# What you will do
Give the number of lines in the data below that contain "green", and only that number.
++++++++++++++++++++
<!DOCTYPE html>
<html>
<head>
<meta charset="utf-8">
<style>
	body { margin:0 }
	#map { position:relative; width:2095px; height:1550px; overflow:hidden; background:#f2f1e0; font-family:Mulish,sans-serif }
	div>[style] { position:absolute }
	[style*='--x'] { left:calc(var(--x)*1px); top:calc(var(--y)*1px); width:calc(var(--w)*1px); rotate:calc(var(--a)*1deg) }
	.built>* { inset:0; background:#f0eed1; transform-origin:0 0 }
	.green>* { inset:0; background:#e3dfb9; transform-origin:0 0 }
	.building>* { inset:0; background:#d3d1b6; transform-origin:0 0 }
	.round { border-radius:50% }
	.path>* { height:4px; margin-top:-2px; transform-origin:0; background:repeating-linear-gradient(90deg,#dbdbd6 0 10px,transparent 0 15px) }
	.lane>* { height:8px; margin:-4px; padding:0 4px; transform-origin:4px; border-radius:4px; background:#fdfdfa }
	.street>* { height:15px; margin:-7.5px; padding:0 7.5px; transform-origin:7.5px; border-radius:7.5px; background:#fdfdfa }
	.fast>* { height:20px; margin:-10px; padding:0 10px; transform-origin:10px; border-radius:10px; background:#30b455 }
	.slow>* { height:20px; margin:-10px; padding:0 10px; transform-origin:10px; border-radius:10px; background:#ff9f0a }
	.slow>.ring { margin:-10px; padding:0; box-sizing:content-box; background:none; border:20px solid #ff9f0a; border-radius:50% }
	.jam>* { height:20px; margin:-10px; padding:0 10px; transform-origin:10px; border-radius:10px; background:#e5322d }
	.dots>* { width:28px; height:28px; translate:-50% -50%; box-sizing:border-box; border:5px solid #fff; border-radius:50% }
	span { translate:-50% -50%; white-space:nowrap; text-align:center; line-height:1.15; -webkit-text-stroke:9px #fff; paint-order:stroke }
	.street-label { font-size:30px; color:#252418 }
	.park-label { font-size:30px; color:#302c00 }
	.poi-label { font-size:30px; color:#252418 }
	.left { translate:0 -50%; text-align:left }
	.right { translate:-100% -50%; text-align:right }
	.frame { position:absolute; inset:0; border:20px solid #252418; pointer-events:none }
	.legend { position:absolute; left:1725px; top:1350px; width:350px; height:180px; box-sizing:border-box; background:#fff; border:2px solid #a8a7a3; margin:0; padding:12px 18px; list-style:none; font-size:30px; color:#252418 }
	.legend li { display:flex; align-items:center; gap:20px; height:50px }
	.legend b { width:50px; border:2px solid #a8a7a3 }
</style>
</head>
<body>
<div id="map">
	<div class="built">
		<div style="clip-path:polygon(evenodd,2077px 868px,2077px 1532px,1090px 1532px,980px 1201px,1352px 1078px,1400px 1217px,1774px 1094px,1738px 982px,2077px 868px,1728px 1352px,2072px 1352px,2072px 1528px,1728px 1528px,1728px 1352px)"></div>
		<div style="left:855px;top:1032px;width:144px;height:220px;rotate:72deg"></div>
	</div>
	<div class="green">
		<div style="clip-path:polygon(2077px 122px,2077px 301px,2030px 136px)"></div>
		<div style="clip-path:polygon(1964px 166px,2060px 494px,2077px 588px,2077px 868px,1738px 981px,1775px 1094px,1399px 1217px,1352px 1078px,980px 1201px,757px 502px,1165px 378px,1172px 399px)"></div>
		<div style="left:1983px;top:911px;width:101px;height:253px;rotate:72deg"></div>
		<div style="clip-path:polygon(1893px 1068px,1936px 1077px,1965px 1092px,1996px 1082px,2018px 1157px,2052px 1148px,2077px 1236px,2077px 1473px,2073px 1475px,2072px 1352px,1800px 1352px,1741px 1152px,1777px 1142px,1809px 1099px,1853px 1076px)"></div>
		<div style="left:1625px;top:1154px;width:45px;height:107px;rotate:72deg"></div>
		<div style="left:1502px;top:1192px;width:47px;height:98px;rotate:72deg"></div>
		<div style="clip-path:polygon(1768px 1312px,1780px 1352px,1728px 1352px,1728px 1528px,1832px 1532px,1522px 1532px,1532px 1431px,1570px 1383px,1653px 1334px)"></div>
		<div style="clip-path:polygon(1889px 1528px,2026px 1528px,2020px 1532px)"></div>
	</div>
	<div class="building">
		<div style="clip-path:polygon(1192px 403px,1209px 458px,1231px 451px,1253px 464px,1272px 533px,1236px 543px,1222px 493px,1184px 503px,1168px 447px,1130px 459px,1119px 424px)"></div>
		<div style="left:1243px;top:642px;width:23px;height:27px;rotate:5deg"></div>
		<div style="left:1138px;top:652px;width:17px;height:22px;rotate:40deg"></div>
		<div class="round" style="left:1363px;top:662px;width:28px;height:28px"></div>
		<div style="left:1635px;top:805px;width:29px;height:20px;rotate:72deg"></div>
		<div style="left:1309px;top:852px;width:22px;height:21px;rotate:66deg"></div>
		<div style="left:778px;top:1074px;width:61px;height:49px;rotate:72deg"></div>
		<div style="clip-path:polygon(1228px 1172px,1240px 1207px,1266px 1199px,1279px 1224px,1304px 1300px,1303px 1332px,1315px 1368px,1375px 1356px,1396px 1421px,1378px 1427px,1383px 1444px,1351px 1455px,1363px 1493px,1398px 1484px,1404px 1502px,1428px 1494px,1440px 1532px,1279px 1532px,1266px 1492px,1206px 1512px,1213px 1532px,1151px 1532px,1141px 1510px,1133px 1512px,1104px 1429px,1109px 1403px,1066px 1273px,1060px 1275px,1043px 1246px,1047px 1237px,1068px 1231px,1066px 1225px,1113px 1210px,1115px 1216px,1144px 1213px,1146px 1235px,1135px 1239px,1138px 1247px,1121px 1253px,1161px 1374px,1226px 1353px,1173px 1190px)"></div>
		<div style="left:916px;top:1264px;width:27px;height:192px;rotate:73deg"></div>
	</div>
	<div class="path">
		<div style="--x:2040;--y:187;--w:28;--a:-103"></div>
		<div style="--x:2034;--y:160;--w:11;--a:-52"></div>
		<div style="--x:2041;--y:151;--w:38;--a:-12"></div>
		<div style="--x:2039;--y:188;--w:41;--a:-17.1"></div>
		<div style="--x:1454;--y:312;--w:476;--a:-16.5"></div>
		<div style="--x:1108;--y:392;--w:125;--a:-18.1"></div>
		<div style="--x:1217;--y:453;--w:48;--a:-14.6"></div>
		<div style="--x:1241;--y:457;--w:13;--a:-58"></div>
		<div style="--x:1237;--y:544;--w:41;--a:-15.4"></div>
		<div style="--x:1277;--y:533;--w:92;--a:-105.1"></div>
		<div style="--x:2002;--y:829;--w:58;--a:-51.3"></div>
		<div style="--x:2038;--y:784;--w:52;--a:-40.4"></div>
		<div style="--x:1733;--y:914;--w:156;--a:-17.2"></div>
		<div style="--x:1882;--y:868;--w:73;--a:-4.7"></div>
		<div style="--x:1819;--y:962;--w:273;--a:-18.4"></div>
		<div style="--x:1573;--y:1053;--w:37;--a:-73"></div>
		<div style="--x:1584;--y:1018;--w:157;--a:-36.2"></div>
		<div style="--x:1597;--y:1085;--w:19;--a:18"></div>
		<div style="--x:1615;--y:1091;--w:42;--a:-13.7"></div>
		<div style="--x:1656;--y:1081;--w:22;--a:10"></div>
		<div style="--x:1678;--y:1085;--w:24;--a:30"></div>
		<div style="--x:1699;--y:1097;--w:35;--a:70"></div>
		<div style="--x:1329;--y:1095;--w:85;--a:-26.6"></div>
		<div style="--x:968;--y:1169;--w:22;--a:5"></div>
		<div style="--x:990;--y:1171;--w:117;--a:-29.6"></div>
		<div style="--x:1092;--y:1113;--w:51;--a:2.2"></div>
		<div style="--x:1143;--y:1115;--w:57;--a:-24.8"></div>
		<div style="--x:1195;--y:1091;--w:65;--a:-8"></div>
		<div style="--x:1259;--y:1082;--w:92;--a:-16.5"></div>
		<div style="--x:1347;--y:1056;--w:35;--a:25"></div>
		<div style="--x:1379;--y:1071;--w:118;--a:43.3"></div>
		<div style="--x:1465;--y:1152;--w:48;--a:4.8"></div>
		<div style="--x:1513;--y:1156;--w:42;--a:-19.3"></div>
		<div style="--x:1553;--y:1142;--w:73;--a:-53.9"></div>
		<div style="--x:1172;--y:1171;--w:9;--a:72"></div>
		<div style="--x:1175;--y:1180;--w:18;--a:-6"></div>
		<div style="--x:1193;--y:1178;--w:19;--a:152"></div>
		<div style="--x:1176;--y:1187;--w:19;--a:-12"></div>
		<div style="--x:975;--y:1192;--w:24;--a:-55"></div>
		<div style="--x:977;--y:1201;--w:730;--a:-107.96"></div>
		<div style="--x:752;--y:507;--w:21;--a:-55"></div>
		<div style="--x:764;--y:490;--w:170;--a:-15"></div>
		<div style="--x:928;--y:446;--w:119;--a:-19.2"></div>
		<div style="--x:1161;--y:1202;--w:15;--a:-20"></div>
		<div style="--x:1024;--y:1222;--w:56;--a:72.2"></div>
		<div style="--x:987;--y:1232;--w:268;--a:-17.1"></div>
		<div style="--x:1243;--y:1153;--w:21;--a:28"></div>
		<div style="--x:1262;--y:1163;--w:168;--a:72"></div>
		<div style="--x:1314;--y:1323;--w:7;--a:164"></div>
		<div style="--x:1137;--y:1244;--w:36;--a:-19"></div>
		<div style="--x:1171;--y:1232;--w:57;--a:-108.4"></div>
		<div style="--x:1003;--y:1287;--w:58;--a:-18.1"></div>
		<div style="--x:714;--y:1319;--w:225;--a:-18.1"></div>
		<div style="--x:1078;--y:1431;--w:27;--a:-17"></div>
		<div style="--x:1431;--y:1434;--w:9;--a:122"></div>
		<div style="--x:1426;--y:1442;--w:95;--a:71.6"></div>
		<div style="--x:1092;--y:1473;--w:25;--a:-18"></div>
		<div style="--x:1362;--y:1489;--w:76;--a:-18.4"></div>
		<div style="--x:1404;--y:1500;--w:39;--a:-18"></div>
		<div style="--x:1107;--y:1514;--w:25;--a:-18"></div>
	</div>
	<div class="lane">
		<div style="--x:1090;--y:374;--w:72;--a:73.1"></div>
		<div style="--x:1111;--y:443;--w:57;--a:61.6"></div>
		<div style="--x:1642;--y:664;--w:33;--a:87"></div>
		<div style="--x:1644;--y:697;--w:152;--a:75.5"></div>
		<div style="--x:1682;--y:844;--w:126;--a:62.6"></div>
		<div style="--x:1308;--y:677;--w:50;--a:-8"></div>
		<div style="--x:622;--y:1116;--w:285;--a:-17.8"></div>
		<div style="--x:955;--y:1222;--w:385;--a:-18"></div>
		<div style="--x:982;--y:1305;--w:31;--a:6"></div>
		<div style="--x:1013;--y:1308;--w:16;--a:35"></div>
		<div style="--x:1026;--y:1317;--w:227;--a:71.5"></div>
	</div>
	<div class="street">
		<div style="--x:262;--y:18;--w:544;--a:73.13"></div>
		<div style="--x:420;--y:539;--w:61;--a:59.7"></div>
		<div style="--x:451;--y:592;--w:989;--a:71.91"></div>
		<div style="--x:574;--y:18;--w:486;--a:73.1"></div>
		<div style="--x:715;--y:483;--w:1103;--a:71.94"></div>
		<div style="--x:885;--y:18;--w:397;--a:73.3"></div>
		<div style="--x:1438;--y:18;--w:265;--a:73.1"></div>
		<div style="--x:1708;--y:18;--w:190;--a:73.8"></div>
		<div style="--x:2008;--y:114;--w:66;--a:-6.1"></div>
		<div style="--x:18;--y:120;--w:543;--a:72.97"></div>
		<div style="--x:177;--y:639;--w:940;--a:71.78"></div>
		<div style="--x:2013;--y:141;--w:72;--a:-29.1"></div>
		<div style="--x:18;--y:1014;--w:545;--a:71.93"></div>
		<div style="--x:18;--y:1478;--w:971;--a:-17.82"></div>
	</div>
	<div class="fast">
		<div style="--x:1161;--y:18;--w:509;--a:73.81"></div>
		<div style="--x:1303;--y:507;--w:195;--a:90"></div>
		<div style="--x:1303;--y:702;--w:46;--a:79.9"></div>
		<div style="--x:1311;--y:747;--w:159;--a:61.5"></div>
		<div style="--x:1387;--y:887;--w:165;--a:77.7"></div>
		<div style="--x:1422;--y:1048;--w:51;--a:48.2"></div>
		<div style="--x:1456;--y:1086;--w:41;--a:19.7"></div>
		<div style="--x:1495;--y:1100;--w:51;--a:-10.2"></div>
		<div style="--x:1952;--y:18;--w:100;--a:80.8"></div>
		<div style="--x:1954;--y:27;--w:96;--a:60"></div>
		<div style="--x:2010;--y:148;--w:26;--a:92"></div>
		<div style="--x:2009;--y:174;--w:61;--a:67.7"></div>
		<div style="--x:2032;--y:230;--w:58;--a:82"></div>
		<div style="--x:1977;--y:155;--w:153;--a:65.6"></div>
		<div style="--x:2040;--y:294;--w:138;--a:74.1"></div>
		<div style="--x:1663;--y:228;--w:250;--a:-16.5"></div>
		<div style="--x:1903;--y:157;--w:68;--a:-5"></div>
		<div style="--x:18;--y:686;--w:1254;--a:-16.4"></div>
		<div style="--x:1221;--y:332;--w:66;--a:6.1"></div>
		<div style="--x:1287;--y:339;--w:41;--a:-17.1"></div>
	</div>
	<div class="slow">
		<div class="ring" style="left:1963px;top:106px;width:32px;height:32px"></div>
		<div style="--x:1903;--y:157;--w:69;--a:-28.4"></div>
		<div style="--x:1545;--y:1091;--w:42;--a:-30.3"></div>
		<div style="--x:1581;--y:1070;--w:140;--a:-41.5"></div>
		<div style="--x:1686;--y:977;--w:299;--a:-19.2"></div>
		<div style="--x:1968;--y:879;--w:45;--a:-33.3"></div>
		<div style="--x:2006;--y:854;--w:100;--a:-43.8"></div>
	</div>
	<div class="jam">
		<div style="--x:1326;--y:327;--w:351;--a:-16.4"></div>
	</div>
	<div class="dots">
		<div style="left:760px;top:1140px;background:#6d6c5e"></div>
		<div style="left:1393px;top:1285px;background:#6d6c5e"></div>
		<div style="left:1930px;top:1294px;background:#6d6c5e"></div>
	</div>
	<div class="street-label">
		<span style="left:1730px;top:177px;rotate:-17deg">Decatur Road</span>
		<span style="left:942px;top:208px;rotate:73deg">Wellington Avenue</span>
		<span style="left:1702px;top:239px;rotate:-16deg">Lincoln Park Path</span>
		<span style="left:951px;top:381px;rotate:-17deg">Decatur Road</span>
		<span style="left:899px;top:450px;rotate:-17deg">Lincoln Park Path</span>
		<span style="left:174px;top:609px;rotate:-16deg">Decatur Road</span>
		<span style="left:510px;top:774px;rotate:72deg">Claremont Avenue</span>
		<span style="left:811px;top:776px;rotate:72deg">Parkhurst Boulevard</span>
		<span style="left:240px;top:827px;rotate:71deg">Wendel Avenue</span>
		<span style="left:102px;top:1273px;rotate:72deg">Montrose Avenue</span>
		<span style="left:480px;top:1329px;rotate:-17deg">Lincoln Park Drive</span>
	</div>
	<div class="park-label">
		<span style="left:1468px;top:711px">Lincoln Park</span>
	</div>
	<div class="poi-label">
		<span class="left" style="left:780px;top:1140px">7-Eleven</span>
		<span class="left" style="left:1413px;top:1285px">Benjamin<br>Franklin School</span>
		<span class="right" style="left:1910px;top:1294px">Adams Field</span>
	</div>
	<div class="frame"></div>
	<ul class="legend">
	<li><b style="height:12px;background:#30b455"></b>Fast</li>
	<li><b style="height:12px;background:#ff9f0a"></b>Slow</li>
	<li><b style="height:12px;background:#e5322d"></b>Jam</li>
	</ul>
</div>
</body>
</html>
++++++++++++++++++++
# Reply
2